↓
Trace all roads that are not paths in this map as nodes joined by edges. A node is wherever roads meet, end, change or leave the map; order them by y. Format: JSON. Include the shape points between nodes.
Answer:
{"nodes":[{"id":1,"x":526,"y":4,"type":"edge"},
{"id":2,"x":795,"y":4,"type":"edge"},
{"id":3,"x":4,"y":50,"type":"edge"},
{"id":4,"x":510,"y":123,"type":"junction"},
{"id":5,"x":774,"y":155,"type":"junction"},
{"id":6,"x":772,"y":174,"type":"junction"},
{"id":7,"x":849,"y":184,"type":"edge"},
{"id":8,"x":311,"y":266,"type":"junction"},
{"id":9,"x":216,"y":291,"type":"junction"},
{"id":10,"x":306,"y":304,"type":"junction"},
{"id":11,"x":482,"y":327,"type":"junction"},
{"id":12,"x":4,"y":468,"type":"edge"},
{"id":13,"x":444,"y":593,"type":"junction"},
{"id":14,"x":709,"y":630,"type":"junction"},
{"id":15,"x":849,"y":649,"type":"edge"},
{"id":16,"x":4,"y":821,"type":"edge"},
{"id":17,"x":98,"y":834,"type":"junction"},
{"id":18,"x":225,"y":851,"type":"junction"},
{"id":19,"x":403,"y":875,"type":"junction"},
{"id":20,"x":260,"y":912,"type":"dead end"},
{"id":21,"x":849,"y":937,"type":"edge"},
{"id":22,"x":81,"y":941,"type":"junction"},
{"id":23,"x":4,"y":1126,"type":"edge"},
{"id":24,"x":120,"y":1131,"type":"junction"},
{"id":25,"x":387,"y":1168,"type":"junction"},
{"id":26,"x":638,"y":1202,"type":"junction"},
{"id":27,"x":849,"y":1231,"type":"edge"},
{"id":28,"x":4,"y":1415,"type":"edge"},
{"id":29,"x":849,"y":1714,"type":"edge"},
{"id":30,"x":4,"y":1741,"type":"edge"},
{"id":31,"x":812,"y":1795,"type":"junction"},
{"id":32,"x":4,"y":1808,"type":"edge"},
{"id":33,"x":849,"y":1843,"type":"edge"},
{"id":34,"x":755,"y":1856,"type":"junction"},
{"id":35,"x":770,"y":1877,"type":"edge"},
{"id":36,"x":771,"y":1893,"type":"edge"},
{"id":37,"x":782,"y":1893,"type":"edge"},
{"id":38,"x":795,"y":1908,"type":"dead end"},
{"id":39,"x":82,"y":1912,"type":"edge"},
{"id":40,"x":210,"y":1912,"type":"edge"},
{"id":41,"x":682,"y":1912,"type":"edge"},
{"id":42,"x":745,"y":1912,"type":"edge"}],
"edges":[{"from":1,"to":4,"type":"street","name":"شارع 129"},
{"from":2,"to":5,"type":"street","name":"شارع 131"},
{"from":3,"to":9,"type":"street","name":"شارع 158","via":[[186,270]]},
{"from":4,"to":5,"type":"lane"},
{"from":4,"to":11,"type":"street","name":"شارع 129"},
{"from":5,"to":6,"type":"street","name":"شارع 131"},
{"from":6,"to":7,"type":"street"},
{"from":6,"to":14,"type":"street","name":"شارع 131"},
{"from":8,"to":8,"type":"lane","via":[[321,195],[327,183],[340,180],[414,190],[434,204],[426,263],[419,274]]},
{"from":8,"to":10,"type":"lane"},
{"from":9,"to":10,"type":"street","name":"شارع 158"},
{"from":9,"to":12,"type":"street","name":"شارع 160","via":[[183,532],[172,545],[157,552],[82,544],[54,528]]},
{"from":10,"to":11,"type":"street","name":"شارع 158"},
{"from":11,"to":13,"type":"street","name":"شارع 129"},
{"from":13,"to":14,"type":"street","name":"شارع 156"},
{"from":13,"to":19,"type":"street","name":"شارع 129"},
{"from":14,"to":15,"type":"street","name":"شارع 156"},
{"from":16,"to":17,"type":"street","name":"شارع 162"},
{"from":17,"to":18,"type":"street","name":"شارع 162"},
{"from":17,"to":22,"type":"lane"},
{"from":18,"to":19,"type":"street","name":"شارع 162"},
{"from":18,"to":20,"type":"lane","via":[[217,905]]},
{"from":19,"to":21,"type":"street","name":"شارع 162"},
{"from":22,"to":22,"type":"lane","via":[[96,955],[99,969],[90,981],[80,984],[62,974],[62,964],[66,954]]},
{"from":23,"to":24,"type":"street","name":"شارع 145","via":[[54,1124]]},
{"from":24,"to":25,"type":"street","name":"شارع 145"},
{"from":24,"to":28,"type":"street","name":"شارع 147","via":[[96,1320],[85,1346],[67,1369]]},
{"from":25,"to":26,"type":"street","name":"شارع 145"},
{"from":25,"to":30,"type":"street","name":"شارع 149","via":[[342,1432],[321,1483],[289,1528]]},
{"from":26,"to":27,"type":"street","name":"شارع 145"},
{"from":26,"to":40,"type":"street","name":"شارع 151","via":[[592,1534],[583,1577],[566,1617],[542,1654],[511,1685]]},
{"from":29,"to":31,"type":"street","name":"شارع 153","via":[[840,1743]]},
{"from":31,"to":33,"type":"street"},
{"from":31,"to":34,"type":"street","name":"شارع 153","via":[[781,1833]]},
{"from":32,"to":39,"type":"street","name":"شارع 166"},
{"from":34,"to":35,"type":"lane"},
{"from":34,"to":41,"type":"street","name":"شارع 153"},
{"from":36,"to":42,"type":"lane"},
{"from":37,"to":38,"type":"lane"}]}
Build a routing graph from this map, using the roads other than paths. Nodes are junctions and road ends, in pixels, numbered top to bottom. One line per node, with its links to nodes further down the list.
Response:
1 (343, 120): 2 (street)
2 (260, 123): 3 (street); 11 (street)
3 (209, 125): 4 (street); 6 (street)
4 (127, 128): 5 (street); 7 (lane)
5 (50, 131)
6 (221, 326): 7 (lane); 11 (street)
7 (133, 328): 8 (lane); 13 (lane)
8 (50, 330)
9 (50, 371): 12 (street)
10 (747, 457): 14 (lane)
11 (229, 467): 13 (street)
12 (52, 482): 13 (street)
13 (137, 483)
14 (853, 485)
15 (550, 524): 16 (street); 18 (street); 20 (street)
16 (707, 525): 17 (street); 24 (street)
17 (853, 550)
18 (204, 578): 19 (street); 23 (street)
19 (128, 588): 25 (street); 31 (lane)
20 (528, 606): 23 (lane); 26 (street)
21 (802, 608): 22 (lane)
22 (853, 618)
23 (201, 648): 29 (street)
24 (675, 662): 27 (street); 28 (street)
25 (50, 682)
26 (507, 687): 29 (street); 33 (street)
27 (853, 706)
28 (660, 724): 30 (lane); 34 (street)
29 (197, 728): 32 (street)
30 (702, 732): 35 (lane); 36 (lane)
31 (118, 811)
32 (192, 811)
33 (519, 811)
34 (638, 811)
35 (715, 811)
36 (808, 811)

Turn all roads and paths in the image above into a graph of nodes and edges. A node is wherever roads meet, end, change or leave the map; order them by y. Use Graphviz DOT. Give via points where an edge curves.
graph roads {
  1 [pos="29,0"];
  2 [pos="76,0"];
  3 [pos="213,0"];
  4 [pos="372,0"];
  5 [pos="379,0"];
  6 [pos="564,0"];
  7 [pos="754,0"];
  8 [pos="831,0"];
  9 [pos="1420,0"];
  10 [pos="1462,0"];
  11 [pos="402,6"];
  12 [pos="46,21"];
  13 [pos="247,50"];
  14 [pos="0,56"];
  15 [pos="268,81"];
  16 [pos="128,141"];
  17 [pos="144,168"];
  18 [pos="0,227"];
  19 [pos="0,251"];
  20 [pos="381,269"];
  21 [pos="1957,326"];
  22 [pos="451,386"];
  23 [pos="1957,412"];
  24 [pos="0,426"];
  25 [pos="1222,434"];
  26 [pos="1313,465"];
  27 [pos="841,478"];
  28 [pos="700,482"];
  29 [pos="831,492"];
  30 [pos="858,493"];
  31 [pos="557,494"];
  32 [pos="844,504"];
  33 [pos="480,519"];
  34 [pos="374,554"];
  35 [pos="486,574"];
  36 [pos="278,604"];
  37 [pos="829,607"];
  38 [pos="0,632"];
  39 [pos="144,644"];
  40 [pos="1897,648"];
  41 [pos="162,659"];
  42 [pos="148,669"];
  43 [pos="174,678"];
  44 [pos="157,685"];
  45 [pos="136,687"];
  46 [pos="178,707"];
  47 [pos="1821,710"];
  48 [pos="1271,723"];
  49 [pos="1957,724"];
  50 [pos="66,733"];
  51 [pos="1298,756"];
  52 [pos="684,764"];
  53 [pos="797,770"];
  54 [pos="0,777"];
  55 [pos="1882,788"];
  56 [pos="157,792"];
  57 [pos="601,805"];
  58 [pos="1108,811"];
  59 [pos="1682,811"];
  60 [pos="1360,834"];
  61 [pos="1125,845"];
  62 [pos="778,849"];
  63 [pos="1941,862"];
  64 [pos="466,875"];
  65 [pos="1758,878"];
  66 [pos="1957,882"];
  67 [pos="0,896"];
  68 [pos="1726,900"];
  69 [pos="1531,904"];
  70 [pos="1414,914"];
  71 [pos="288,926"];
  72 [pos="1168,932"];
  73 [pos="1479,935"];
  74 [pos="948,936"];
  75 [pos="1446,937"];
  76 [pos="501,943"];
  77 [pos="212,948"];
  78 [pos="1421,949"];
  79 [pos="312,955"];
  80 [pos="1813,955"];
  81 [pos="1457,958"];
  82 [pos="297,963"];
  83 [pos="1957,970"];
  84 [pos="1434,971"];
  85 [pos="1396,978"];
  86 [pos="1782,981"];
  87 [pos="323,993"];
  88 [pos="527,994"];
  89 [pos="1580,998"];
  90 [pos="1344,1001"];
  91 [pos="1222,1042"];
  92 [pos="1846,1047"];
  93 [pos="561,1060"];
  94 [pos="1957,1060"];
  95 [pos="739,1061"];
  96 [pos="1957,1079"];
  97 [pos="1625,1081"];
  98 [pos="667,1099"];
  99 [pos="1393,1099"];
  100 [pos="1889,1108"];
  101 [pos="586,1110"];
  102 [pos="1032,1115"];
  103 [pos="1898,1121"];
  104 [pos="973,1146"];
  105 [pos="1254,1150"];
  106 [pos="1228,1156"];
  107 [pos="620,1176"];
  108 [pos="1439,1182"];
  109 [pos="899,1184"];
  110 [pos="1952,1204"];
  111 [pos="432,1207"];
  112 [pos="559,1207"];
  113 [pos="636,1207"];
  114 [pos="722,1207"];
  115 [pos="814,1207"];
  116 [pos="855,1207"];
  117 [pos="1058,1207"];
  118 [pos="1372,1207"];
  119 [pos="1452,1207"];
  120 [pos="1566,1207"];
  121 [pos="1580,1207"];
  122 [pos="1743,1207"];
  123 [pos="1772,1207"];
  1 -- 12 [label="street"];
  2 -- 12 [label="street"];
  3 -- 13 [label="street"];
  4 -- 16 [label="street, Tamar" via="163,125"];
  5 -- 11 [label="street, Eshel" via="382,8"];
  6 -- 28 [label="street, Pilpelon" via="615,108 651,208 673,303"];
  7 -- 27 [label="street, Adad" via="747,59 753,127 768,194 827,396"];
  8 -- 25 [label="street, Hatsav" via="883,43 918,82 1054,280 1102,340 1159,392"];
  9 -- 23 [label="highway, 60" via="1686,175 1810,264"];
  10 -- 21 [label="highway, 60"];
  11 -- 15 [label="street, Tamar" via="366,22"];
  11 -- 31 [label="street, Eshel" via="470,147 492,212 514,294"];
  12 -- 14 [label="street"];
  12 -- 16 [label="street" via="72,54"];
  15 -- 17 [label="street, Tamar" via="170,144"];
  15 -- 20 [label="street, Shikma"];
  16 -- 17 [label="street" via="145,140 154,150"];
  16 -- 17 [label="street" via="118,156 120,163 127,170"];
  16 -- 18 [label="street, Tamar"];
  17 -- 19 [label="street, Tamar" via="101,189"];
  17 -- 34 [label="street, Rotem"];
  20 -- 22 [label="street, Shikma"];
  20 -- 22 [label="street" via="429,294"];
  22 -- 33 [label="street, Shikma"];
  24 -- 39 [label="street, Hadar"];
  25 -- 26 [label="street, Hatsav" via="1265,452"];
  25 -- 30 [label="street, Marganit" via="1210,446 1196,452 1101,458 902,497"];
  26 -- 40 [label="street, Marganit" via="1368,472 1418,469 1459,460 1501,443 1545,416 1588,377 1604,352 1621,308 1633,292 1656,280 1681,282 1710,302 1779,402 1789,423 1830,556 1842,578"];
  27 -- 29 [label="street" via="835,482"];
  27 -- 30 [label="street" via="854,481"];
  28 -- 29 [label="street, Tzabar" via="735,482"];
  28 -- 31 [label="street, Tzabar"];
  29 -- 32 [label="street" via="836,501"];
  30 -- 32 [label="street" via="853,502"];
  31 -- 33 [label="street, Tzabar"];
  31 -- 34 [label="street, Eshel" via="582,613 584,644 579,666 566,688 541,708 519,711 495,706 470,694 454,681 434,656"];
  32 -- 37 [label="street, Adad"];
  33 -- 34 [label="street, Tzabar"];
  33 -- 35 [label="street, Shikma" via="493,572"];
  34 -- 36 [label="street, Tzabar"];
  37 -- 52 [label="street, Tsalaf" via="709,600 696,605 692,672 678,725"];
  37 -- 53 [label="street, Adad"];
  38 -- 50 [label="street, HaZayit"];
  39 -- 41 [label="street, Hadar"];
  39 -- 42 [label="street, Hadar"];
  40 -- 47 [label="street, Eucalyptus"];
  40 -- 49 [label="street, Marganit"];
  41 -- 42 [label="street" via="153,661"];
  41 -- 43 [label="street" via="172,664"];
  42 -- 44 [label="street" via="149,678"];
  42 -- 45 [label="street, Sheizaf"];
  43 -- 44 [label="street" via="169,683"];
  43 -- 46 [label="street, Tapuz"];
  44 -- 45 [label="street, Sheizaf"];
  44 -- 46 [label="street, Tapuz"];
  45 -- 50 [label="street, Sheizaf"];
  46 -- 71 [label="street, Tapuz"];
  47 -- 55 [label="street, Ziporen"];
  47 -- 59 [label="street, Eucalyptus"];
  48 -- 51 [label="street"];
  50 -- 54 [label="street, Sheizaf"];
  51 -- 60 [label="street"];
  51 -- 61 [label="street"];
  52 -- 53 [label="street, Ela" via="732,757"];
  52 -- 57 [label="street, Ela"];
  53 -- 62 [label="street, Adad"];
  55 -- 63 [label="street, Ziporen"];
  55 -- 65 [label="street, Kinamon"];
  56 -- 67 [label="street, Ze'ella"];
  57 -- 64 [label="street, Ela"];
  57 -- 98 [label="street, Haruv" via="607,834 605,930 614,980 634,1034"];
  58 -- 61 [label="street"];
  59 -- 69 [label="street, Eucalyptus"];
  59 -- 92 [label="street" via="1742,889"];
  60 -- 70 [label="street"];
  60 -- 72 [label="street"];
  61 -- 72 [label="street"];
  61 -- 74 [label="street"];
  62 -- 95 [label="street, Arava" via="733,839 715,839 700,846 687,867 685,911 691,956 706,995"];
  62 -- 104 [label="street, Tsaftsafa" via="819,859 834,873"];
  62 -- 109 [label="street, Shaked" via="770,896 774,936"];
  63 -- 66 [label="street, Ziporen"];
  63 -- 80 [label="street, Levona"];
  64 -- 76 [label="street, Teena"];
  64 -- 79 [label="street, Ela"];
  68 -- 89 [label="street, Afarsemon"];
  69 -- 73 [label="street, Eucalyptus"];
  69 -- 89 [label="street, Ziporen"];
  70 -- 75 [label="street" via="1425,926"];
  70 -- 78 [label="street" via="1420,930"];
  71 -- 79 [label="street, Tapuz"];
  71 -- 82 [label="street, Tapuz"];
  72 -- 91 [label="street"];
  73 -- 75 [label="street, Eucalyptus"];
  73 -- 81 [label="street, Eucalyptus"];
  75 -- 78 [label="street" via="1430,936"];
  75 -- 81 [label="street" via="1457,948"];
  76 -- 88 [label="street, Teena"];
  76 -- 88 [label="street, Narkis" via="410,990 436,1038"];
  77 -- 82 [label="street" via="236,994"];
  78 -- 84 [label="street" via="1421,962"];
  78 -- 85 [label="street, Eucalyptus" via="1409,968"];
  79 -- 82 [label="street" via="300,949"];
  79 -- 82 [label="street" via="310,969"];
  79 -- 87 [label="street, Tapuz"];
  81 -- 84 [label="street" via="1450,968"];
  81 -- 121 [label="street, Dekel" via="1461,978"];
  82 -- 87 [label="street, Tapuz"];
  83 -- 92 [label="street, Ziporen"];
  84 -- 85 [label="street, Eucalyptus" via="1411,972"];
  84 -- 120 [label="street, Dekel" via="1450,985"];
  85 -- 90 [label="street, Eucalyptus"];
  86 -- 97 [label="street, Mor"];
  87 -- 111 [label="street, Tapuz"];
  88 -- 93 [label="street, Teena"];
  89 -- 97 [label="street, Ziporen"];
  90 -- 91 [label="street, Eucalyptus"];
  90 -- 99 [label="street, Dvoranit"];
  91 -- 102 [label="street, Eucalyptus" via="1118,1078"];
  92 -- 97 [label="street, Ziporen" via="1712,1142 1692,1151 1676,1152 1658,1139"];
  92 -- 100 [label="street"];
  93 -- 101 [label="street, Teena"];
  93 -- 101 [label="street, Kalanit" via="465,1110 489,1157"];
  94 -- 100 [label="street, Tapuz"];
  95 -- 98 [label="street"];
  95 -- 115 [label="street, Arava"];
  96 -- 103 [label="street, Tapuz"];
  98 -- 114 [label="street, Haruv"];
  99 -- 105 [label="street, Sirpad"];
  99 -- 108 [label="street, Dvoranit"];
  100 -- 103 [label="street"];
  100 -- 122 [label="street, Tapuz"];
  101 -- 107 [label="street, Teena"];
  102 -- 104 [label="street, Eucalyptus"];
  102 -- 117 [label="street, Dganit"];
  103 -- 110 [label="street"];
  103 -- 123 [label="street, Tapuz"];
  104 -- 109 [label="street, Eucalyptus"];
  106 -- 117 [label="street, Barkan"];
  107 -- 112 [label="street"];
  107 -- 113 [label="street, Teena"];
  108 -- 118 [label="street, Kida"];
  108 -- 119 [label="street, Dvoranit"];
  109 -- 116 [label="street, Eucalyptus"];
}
↑
### WHAT IS EXPECTED:
In the listing above, find the lines holding the word "Eshel" and copy them.

### EXERCISE RESPONSE:
  5 -- 11 [label="street, Eshel" via="382,8"];
  11 -- 31 [label="street, Eshel" via="470,147 492,212 514,294"];
  31 -- 34 [label="street, Eshel" via="582,613 584,644 579,666 566,688 541,708 519,711 495,706 470,694 454,681 434,656"];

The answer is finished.